The main advantage of using scripting code is that it's well-suited for code prototyping because you write scripting code in a text-based file. You can quickly create a script file, but more important, you can easily change its code. You just make the necessary changes then save the file-you don't have to recompile the code before you test the changes. Once you're happy with how the scripting code works, you can easily port it to a compiled format in Visual Basic (VB).

A text-based file is an advantage for code prototyping but a disadvantage for code security. Because you download and distribute scripting code as plaintext files, those files are more vulnerable to snooping and tampering than compiled binary code files.

Scripting Code Options
If you want to use a scripting language to write reusable code, you have several options. One option is to import subroutines into the scripts you write. Typically, you must write such subroutines in the same scripting language as the rest of the script.

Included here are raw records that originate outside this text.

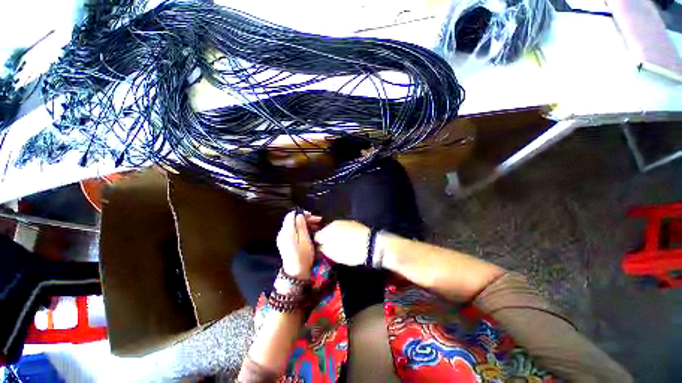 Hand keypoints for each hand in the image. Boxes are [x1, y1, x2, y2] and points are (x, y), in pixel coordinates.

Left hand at [276, 210, 321, 278]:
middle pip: (292, 220)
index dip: (302, 213)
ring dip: (305, 223)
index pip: (291, 215)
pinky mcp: (285, 242)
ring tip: (316, 226)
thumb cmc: (303, 255)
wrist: (296, 272)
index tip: (312, 216)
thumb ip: (301, 225)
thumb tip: (299, 215)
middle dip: (305, 218)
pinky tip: (310, 232)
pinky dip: (301, 229)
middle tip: (318, 221)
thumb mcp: (305, 239)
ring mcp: (283, 238)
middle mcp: (282, 233)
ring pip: (293, 225)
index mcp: (286, 231)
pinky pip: (293, 231)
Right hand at [313, 220, 370, 265]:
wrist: (371, 244)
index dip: (317, 243)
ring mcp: (343, 221)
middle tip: (330, 247)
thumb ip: (324, 249)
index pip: (316, 236)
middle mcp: (333, 223)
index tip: (320, 249)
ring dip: (335, 234)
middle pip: (325, 230)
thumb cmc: (351, 252)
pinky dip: (343, 232)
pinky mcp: (352, 222)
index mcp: (326, 231)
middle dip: (326, 238)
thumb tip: (320, 246)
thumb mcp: (334, 255)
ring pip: (335, 228)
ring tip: (340, 243)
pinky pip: (343, 227)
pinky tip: (348, 239) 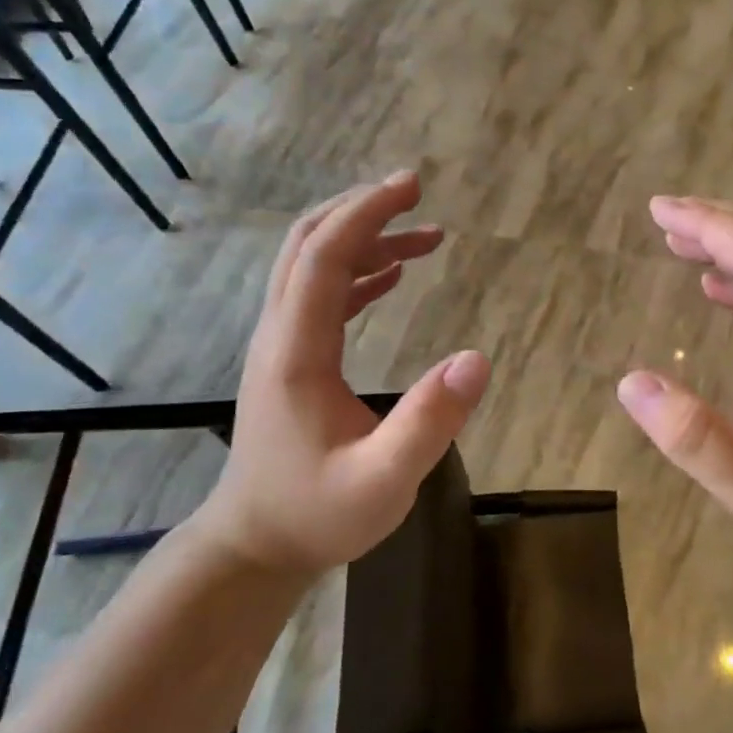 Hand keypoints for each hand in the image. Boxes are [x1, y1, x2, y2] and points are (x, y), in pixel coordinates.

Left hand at [202, 172, 490, 573]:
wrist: (254, 545)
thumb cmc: (316, 515)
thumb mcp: (384, 481)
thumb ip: (430, 422)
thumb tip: (477, 359)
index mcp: (296, 352)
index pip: (324, 258)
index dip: (366, 215)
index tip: (411, 186)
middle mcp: (279, 336)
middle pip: (306, 245)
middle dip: (360, 209)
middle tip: (413, 190)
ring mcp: (280, 346)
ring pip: (310, 265)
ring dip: (363, 239)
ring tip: (425, 234)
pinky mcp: (291, 360)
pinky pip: (319, 295)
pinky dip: (357, 272)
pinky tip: (394, 274) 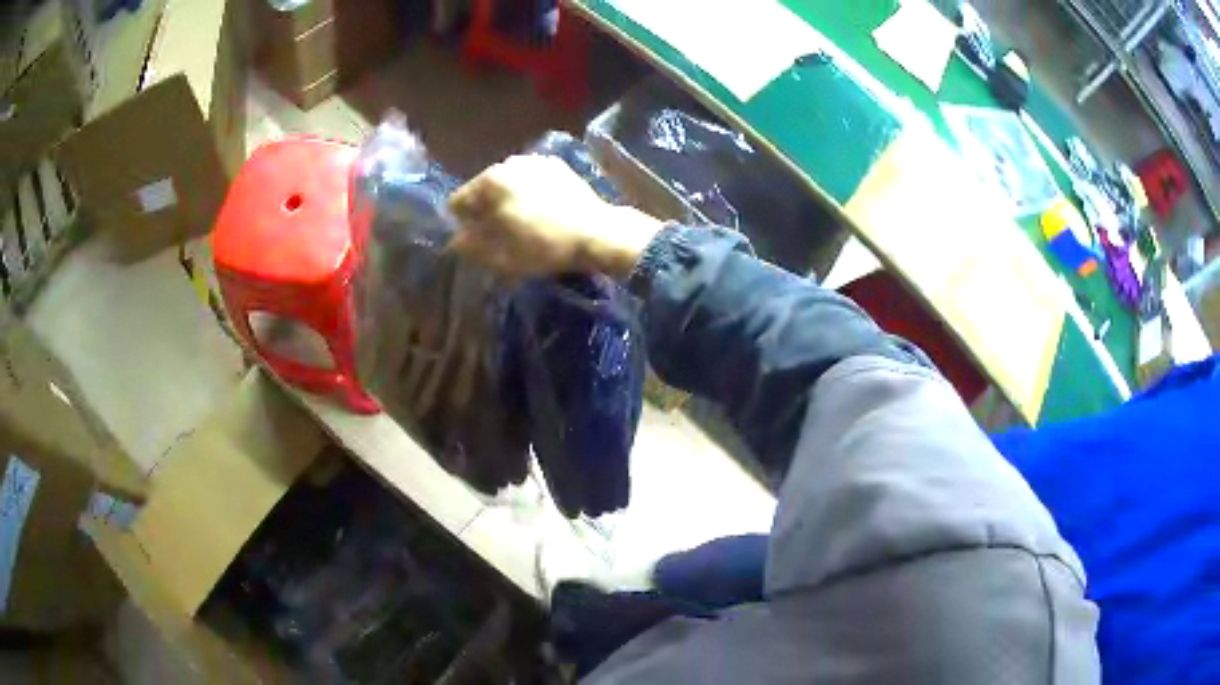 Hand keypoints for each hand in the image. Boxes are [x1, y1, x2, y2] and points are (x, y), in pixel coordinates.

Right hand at [448, 155, 662, 277]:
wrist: (598, 234)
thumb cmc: (543, 246)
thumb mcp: (500, 256)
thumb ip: (471, 246)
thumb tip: (456, 241)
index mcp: (491, 180)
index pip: (459, 200)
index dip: (461, 222)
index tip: (472, 240)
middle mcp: (510, 162)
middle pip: (485, 189)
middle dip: (485, 210)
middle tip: (496, 235)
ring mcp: (537, 161)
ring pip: (509, 184)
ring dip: (508, 201)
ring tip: (520, 225)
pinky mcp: (559, 167)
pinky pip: (532, 182)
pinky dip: (530, 195)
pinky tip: (541, 214) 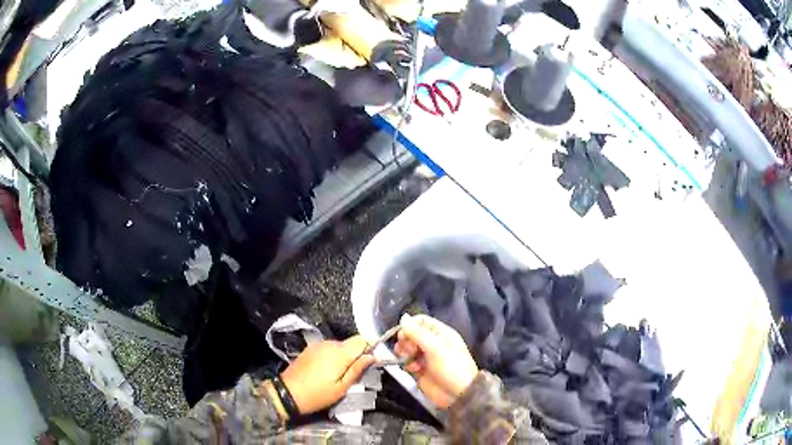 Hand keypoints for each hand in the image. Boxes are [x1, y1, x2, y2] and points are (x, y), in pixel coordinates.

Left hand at [280, 335, 374, 414]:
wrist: (288, 393)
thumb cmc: (318, 394)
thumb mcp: (342, 387)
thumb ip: (357, 370)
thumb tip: (373, 357)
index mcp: (340, 353)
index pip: (362, 340)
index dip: (370, 347)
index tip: (372, 360)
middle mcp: (329, 344)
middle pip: (351, 343)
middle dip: (356, 354)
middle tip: (355, 373)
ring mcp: (318, 345)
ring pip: (340, 345)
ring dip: (344, 355)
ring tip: (341, 373)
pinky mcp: (310, 348)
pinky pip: (328, 348)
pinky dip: (333, 355)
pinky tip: (328, 370)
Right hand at [395, 314, 478, 408]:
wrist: (457, 395)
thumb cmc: (452, 368)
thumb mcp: (436, 348)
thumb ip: (418, 333)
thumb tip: (403, 317)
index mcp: (441, 333)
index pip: (420, 321)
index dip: (410, 326)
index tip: (405, 336)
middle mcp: (432, 342)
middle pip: (410, 334)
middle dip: (406, 341)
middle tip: (411, 350)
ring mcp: (425, 356)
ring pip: (406, 347)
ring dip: (404, 353)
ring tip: (411, 361)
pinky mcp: (419, 369)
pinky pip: (406, 361)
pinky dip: (406, 364)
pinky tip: (413, 370) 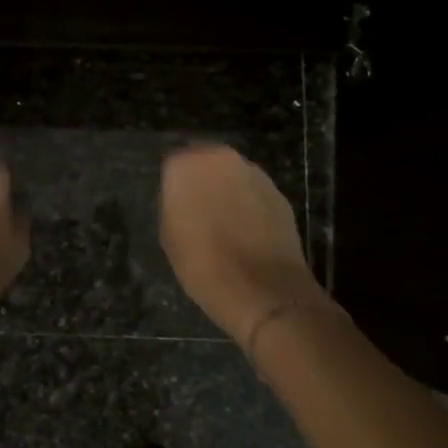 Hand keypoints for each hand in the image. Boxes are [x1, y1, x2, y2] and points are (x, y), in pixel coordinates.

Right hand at [160, 144, 326, 343]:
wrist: (263, 290)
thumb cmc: (203, 264)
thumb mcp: (169, 235)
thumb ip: (174, 203)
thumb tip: (184, 197)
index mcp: (186, 164)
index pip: (173, 163)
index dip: (174, 185)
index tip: (176, 205)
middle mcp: (221, 157)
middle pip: (206, 162)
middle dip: (203, 180)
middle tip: (199, 209)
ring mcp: (254, 173)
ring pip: (233, 175)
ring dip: (228, 190)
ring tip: (226, 223)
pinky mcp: (278, 192)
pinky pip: (255, 192)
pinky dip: (250, 204)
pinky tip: (248, 231) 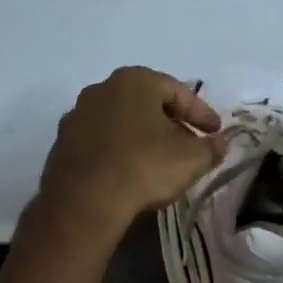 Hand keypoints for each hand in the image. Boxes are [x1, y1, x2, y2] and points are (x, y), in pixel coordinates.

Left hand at [36, 67, 224, 238]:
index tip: (215, 132)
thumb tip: (221, 143)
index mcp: (134, 81)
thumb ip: (211, 148)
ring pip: (121, 122)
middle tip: (189, 144)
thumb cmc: (143, 167)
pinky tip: (129, 173)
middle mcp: (101, 89)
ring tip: (160, 161)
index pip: (178, 91)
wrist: (83, 201)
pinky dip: (118, 151)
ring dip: (142, 137)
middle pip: (146, 103)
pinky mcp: (62, 144)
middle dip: (170, 123)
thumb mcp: (191, 159)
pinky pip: (100, 142)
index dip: (201, 113)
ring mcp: (77, 116) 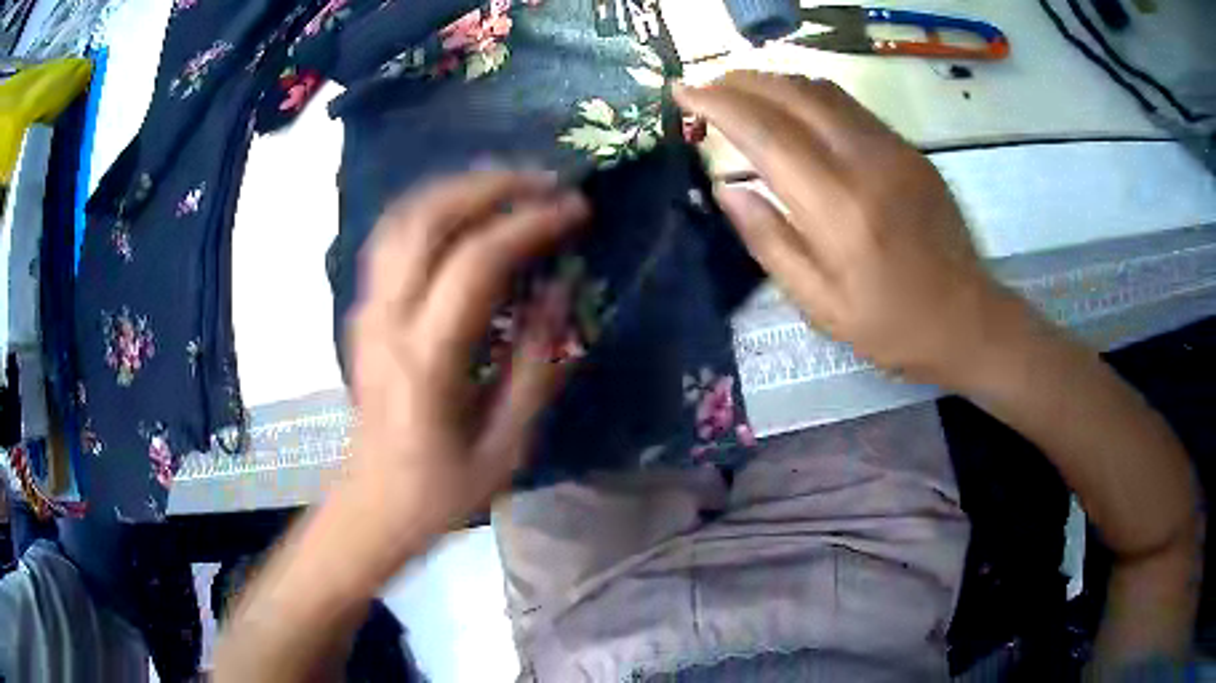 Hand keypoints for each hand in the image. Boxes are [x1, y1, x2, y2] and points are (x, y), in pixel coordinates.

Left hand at [343, 170, 587, 563]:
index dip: (530, 224)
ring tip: (510, 183)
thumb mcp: (506, 444)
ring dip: (458, 188)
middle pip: (429, 220)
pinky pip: (391, 237)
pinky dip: (431, 208)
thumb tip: (559, 289)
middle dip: (491, 185)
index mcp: (427, 361)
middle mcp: (387, 320)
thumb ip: (536, 364)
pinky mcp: (362, 310)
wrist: (372, 505)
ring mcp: (366, 310)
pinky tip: (464, 209)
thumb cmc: (442, 489)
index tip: (575, 209)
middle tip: (544, 181)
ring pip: (403, 218)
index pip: (477, 263)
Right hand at [676, 73, 1021, 386]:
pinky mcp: (909, 149)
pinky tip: (793, 108)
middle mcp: (865, 162)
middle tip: (706, 86)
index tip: (681, 90)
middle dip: (741, 81)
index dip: (717, 104)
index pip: (765, 132)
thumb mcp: (819, 305)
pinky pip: (849, 105)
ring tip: (741, 91)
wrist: (967, 319)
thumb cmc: (891, 325)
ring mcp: (893, 149)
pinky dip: (809, 95)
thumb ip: (769, 242)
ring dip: (774, 81)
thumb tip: (725, 188)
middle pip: (792, 94)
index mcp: (838, 208)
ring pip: (822, 90) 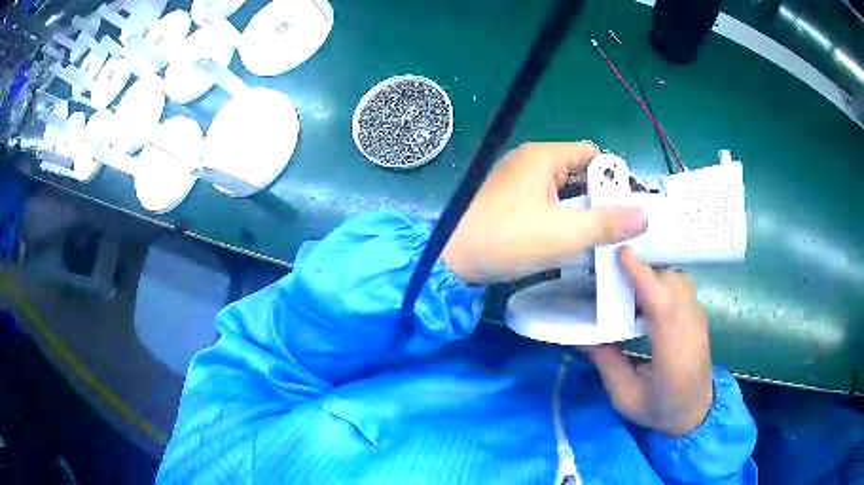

Another option is to use writable objects. The phrase writable objects is deliberately generic. In this case, writable objects are similar to WSC objects, except the writable objects are language-specific because the scripting language makes the writable objects available. Thus, for example, writable objects equates to JavaScript objects if you use any dialect of ECMAScript (e.g., JScript, Netscape's JavaScript) or VBScript classes if you use VBScript 5.0.

Whether you should import subroutines or use writable objects depends on your application. For example, if you're writing an Active Server Pages (ASP) file, you need every little bit of possible performance gain. Importing ready-to-use code is the fastest way to reuse code-and the ASP runtime engine provides a special directive called <INCLUDE> to import external script files. Thus, using subroutines is preferable to using writable objects because you can import subroutines. You can't import writable objects. Instead, you must instantiate them, which adds setup time, thereby reducing performance.

In HTML pages, Windows Script Host (WSH) scripts, and other client-side code, flexibility and ease of maintenance are often more important than small gains in performance. Because writable objects are more flexible and programmable than imported subroutines, using objects in client-side code is preferable, no matter whether you're using VBScript or JScript. In addition, writable objects are preferable because neither VBScript nor JScript supports a standard mechanism to import external files. Although you can use workarounds to import external files, these workarounds don't provide clean, elegant solutions.

Importing subroutines and using writable objects are often effective, but they're inherently tied to a specific scripting language. Sometimes, you need reusable code that spans across different scripting languages. In these situations, you'll want to use WSC because WSC leverages XML and scripting code to create COM objects. In addition, WSC is an excellent option if you're writing reusable code for WSH and the only option if you're writing reusable code for platforms other than Windows 2000 and WSH 2.0.